[Saved entries]
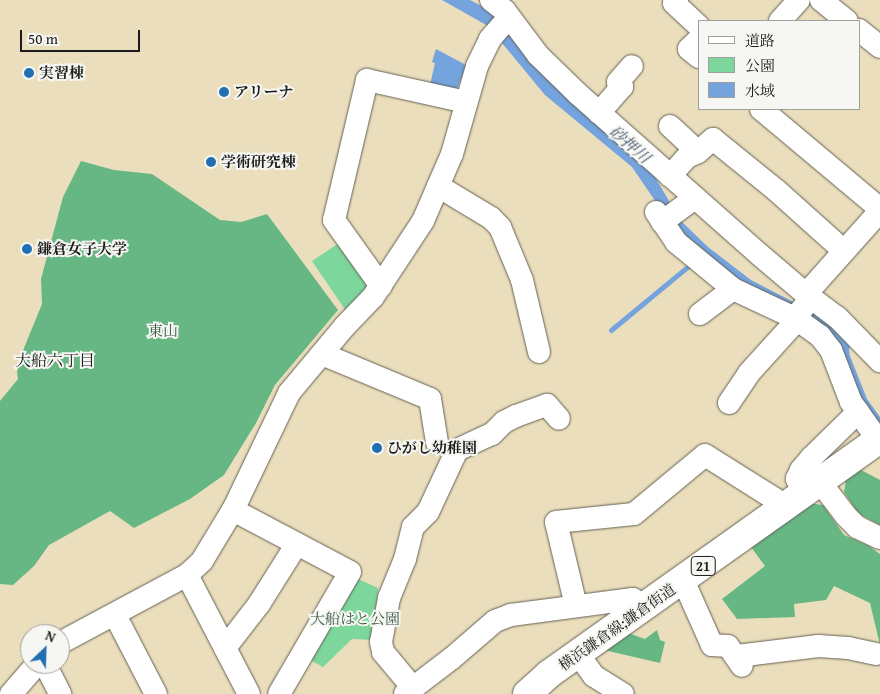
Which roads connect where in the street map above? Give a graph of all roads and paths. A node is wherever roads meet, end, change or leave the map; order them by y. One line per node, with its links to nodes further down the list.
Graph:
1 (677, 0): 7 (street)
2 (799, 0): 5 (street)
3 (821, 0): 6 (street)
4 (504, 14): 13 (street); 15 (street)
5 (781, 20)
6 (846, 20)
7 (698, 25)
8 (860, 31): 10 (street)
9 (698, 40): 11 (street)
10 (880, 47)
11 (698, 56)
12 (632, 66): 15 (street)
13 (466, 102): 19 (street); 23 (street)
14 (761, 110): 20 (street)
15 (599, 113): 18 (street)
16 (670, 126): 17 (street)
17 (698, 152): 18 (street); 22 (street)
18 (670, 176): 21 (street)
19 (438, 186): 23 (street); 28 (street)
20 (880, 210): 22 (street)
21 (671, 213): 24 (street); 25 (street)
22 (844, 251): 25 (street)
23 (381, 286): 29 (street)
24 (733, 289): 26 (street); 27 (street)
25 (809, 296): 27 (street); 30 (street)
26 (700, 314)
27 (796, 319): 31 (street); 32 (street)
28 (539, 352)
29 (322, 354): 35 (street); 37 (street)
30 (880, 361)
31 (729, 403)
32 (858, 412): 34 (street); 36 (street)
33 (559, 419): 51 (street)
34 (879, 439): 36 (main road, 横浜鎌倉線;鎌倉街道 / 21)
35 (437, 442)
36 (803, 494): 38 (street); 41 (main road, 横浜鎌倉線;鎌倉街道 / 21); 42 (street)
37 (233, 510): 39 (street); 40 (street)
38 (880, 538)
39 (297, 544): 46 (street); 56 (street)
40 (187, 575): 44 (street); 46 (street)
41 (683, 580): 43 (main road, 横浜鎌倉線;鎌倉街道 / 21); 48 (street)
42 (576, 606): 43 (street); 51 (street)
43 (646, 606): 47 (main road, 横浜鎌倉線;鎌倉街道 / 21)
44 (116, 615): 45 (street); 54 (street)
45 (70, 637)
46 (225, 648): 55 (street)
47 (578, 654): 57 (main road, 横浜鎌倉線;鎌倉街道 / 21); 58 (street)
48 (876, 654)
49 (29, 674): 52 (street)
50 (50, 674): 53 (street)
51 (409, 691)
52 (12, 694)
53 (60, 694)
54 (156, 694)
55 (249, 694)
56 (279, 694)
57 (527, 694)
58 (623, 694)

* _AIM OF THE EXERCISE_:
Each record above, in full: return it exactly, pictures excluded.

* _RESPONSE BOX_:
Which roads connect where in the street map above? Give a graph of all roads and paths. A node is wherever roads meet, end, change or leave the map; order them by y. One line per node, with its links to nodes further down the list.
Graph:
1 (677, 0): 7 (street)
2 (799, 0): 5 (street)
3 (821, 0): 6 (street)
4 (504, 14): 13 (street); 15 (street)
5 (781, 20)
6 (846, 20)
7 (698, 25)
8 (860, 31): 10 (street)
9 (698, 40): 11 (street)
10 (880, 47)
11 (698, 56)
12 (632, 66): 15 (street)
13 (466, 102): 19 (street); 23 (street)
14 (761, 110): 20 (street)
15 (599, 113): 18 (street)
16 (670, 126): 17 (street)
17 (698, 152): 18 (street); 22 (street)
18 (670, 176): 21 (street)
19 (438, 186): 23 (street); 28 (street)
20 (880, 210): 22 (street)
21 (671, 213): 24 (street); 25 (street)
22 (844, 251): 25 (street)
23 (381, 286): 29 (street)
24 (733, 289): 26 (street); 27 (street)
25 (809, 296): 27 (street); 30 (street)
26 (700, 314)
27 (796, 319): 31 (street); 32 (street)
28 (539, 352)
29 (322, 354): 35 (street); 37 (street)
30 (880, 361)
31 (729, 403)
32 (858, 412): 34 (street); 36 (street)
33 (559, 419): 51 (street)
34 (879, 439): 36 (main road, 横浜鎌倉線;鎌倉街道 / 21)
35 (437, 442)
36 (803, 494): 38 (street); 41 (main road, 横浜鎌倉線;鎌倉街道 / 21); 42 (street)
37 (233, 510): 39 (street); 40 (street)
38 (880, 538)
39 (297, 544): 46 (street); 56 (street)
40 (187, 575): 44 (street); 46 (street)
41 (683, 580): 43 (main road, 横浜鎌倉線;鎌倉街道 / 21); 48 (street)
42 (576, 606): 43 (street); 51 (street)
43 (646, 606): 47 (main road, 横浜鎌倉線;鎌倉街道 / 21)
44 (116, 615): 45 (street); 54 (street)
45 (70, 637)
46 (225, 648): 55 (street)
47 (578, 654): 57 (main road, 横浜鎌倉線;鎌倉街道 / 21); 58 (street)
48 (876, 654)
49 (29, 674): 52 (street)
50 (50, 674): 53 (street)
51 (409, 691)
52 (12, 694)
53 (60, 694)
54 (156, 694)
55 (249, 694)
56 (279, 694)
57 (527, 694)
58 (623, 694)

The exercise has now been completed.